I am finding out very fast that the industry simply does not give a rat's a$$ about the left-handed shooter. All Savage left-handed models come with an internal magazine, not even a hinged floorplate. Not good for me as I do a lot of driving around (lots of loading and unloading). Tika does not even make a left-handed bolt T3. No luck either with Ruger.

Remington 700 can be found with a left-handed bolt, but with a hinged floorplate and walnut stock (700 BDL, CDL).

The closest I can come is a Browning A-Bolt Stalker Stainless Steel (with a hinged magazine), but for the price of an arm and a leg.

Are there any maybe less known companies that would produce such a rifle that I am looking for? I just cannot find anything with my 2 biggest requirements (left-handed, detachable magazine)...Any ideas?

Here's another question: could a Savage Weather Warrior Series, Left-handed bolt, internal mag be converted to a Detachable Mag? If so, that could be a possible solution...

Thanks.
Squeeker


----------



## 1shotWonder (Oct 10, 2005)

browning A-bolt
Sako 75 hunter left-hand(although im not sure you can get a synthetic stock for this one)


----------



## People (Jan 17, 2005)

Hi


----------



## NDTerminator (Aug 20, 2003)

You ask for too much! Not sure why a detachable magazine is important, but to each his own 

I've said many times that if I was right handed, I would have one of everything made!

The LH Tikkas have a detachable mag, but I don't believe you can get them with a synthetic stock, nor is an aftermarket made. Great rifle, too. As accurate out of the box as a new Savage.

If you look around you might be able to find a used LH Savage 110C with a detachable mag, but it wasn't made with a synthetic stock, and anyone you find will most likely be WELL used.

A Browning A Bolt Synthetic Stalker LH is as close to what you want as is currently made. Be prepared to drop around $800 for a new one. And it won't outshoot a $400 Savage with an Accu-Trigger.

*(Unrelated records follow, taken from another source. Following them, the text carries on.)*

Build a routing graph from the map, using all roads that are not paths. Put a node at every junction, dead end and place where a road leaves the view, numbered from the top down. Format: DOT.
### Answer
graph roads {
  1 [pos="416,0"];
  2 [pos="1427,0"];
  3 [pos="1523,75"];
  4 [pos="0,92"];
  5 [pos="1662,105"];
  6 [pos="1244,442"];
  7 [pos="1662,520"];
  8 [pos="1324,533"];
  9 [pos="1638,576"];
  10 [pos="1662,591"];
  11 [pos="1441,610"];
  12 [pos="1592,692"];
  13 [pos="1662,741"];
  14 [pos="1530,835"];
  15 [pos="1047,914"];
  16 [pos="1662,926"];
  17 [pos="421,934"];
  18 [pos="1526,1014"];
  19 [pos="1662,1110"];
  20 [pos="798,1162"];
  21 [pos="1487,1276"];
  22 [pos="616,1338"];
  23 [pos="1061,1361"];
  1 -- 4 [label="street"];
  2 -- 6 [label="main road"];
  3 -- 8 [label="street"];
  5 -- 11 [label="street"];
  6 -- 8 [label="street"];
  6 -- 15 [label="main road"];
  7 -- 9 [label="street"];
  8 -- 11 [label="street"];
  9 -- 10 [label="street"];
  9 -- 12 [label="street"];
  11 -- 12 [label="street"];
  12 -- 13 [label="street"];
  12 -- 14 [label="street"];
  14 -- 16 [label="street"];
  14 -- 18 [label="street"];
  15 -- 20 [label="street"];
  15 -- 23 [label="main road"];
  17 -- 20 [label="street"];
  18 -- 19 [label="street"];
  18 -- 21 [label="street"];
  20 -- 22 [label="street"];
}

I'm a Remington guy, first, last and always. My various 700 LH's are all superb rifles. I would say buy a LH 700, a good aftermarket synthetic stock (if you really want one) and live with the floorplate magazine...


----------



## Longshot (Feb 9, 2004)

Squeeker

Have you looked into the CZ rifles. I'm not sure if they make LH actions or not. They also do have a few upgrades you can have done in their factory primarily stocks, trigger types, custom barrels, and calibers. I have been told they shoot very good from those that own them but I don't have any first hand experience with them. They do have the detachable mag. you are looking for and they can supply it with a synthetic stock, McMillan if you like. The other would be to go with the 700 LH and replace the bottom plate with a detachable mag. The Rem. 700 has all the after market items you could want and more.

Hope you find what your looking for.


----------



## Squeeker (Apr 1, 2004)

Longshot,

I have looked into CZ rifles...They do carry left-handed bolt rifles, but all calibres made are WSMs...Don't really want to go with a WSM...

NDTerminator,

Up here in Canada, you typically do not hunt in anything less that gloves and mitts. Detachable magazines are the best way to go for that purpose!

I am thinking I will have to settle on the Remington 700 with a hinged floorplate. "Settle" might be a little strong of a word, considering it is a very good rifle.

Thanks for all of your responses...


----------



## 1shotWonder (Oct 10, 2005)

so you dont like the brownings? they have everything that you have asked for. but if you do"settle"(its not really settling for an awsome gun) for the remington you will be happy too.


----------